The day before Puthandu, a tray is arranged with an assortment of seasonal fruits and vegetables such as mangoes and jackfruit, betel leaves, nuts, and rice, along with flowers, jewellery, coins, and a mirror. These things are representative of health and nourishment, wealth and prosperity, and it is considered auspicious for this arrangement to be the first thing one lays one’s eyes on when waking on the first day of the new year.  

On Puthandu, the floors at the entrances of houses are decorated with complex and elaborate rangoli-like designs made of rice flour known as kolams.  

There is a tradition surrounding the first financial transaction of the year on Puthandu called Kai-vishesham, when children visit elders to pay their respects and are gifted with pocket money for good luck. 

Food is an integral part of the festivities, and the day finishes with a family feast. Many delicacies are prepared and shared, including idli, rasam, sambar, and pongal. There is a special, complex dish which is classic Puthandu fare: Mangi-pachadi, whivh contains sweet jaggery, sour raw mango, spicy red chilli, and bitter neem leaves. These wildly contrasting flavour elements represent the experiences in store for the coming year, and to eat this pachadi is to acknowledge that a full life is made up of bitter and sweet moments.  

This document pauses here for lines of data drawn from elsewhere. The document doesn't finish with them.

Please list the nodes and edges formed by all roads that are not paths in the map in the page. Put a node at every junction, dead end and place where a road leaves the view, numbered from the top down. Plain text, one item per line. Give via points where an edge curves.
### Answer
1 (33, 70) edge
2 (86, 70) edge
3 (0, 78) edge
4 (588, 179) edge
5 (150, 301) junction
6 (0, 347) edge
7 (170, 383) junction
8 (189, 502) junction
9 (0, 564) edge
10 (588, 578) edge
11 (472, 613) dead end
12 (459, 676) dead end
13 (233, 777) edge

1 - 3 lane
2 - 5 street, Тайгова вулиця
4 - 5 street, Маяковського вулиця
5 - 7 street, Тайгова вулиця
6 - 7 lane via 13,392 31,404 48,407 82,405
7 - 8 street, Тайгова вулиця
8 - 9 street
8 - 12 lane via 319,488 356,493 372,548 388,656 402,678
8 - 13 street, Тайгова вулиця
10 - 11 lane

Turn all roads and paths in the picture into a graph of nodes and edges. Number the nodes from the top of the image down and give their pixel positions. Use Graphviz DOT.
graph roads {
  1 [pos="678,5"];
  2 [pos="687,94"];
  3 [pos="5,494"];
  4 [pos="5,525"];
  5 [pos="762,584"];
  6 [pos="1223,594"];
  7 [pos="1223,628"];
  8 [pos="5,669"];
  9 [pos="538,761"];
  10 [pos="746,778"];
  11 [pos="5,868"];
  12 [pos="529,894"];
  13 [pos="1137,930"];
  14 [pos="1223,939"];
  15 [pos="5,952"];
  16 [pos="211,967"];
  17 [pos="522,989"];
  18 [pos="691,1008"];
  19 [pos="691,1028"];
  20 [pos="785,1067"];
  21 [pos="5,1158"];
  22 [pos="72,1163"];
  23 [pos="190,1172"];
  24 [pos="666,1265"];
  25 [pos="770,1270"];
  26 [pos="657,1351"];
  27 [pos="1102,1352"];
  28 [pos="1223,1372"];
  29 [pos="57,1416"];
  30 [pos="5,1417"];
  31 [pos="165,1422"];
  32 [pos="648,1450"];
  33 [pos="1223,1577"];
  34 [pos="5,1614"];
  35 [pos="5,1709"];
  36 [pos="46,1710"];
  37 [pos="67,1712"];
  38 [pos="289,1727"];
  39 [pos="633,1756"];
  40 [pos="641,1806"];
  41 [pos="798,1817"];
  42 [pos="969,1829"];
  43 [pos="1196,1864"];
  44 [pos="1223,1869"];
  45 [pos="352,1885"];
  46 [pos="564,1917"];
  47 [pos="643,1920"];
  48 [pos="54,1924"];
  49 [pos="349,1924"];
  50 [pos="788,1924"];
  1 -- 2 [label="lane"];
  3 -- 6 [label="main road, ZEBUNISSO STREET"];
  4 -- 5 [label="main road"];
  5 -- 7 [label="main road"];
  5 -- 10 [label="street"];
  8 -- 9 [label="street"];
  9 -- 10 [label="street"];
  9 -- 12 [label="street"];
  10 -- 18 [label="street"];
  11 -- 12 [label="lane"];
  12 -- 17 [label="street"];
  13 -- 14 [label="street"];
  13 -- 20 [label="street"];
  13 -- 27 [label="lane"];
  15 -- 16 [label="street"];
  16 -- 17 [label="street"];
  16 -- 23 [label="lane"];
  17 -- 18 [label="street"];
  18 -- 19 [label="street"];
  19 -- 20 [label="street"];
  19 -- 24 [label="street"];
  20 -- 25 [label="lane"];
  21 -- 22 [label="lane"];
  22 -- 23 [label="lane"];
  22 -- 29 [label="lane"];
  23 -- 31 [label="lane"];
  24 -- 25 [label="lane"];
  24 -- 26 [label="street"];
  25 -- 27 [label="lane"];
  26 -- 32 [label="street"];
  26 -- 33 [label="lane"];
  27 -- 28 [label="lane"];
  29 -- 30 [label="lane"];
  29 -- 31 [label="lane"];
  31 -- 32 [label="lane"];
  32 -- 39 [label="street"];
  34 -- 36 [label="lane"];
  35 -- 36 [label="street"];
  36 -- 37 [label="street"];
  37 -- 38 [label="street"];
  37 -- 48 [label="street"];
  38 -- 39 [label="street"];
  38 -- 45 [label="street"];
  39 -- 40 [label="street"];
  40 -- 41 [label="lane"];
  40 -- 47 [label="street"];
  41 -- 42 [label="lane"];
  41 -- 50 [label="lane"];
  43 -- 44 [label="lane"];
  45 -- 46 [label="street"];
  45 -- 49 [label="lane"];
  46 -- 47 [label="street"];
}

Puthandu begins on the first day of the solar cycle of the Hindu calendar and thus shares a date with other regional new year celebrations such as the Assamese Rongali Bihu, and the Malayali Vishu.  

LIKELY DATES

Puthandu takes place on the first day of the month of Chithirai, in the solar cycle of the Hindu lunisolar calendar. It falls on or around the 14th of April each year in the Gregorian calendar.